• **EXERCISE OBJECTIVE**:
A verbatim copy of the records below, pictures omitted, is the task.

(Dataset entries)
────────────────
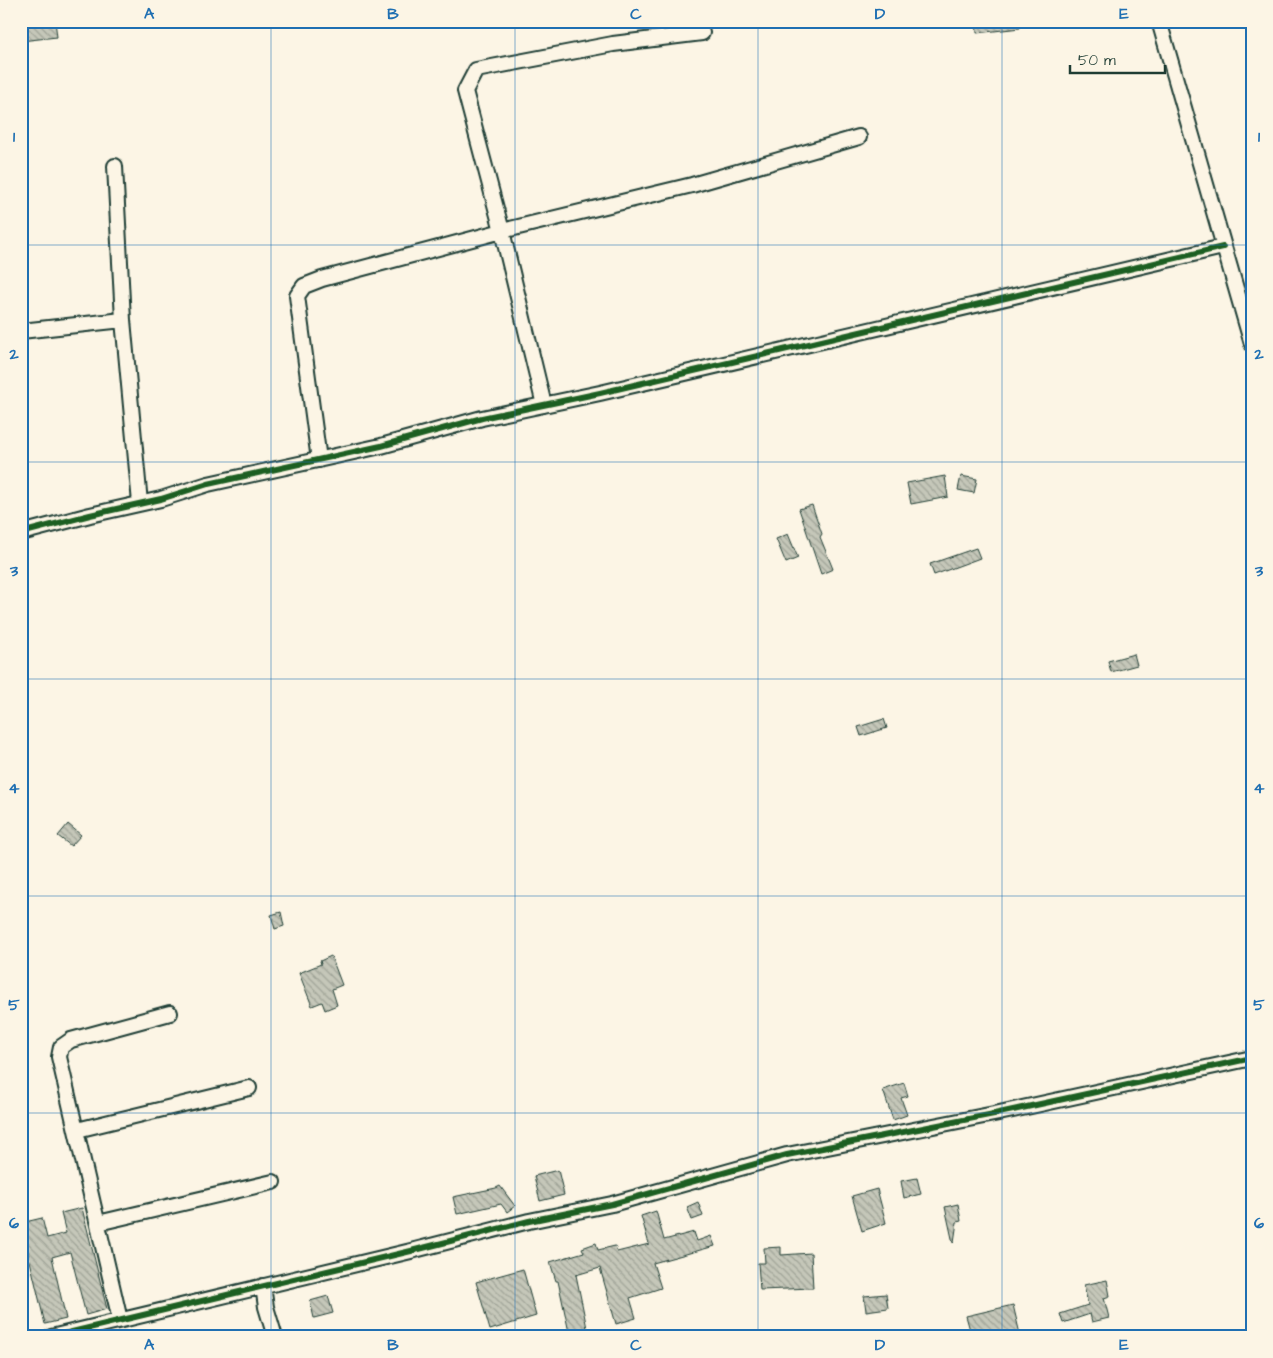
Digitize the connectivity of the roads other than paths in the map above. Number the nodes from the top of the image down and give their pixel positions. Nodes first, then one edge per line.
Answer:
1 (1159, 21) edge
2 (702, 33) dead end
3 (859, 137) dead end
4 (115, 166) dead end
5 (502, 231) junction
6 (1223, 246) junction
7 (124, 320) junction
8 (21, 331) edge
9 (1252, 344) edge
10 (544, 405) junction
11 (319, 460) junction
12 (140, 504) junction
13 (21, 533) edge
14 (170, 1013) dead end
15 (1252, 1058) edge
16 (250, 1088) dead end
17 (76, 1130) junction
18 (273, 1182) dead end
19 (98, 1223) junction
20 (263, 1286) junction
21 (120, 1320) junction
22 (51, 1337) edge
23 (275, 1337) edge

1 - 6 street
2 - 5 street
3 - 5 street
4 - 7 street
5 - 10 street
5 - 11 street
6 - 9 street
6 - 10 street
7 - 8 street
7 - 12 street
10 - 11 street
11 - 12 street
12 - 13 street
14 - 17 street
15 - 20 street
16 - 17 street
17 - 19 street
18 - 19 street
19 - 21 street
20 - 21 street
20 - 23 street
21 - 22 street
────────────────
• **COMPLETED EXERCISE**:
Digitize the connectivity of the roads other than paths in the map above. Number the nodes from the top of the image down and give their pixel positions. Nodes first, then one edge per line.
Answer:
1 (1159, 21) edge
2 (702, 33) dead end
3 (859, 137) dead end
4 (115, 166) dead end
5 (502, 231) junction
6 (1223, 246) junction
7 (124, 320) junction
8 (21, 331) edge
9 (1252, 344) edge
10 (544, 405) junction
11 (319, 460) junction
12 (140, 504) junction
13 (21, 533) edge
14 (170, 1013) dead end
15 (1252, 1058) edge
16 (250, 1088) dead end
17 (76, 1130) junction
18 (273, 1182) dead end
19 (98, 1223) junction
20 (263, 1286) junction
21 (120, 1320) junction
22 (51, 1337) edge
23 (275, 1337) edge

1 - 6 street
2 - 5 street
3 - 5 street
4 - 7 street
5 - 10 street
5 - 11 street
6 - 9 street
6 - 10 street
7 - 8 street
7 - 12 street
10 - 11 street
11 - 12 street
12 - 13 street
14 - 17 street
15 - 20 street
16 - 17 street
17 - 19 street
18 - 19 street
19 - 21 street
20 - 21 street
20 - 23 street
21 - 22 street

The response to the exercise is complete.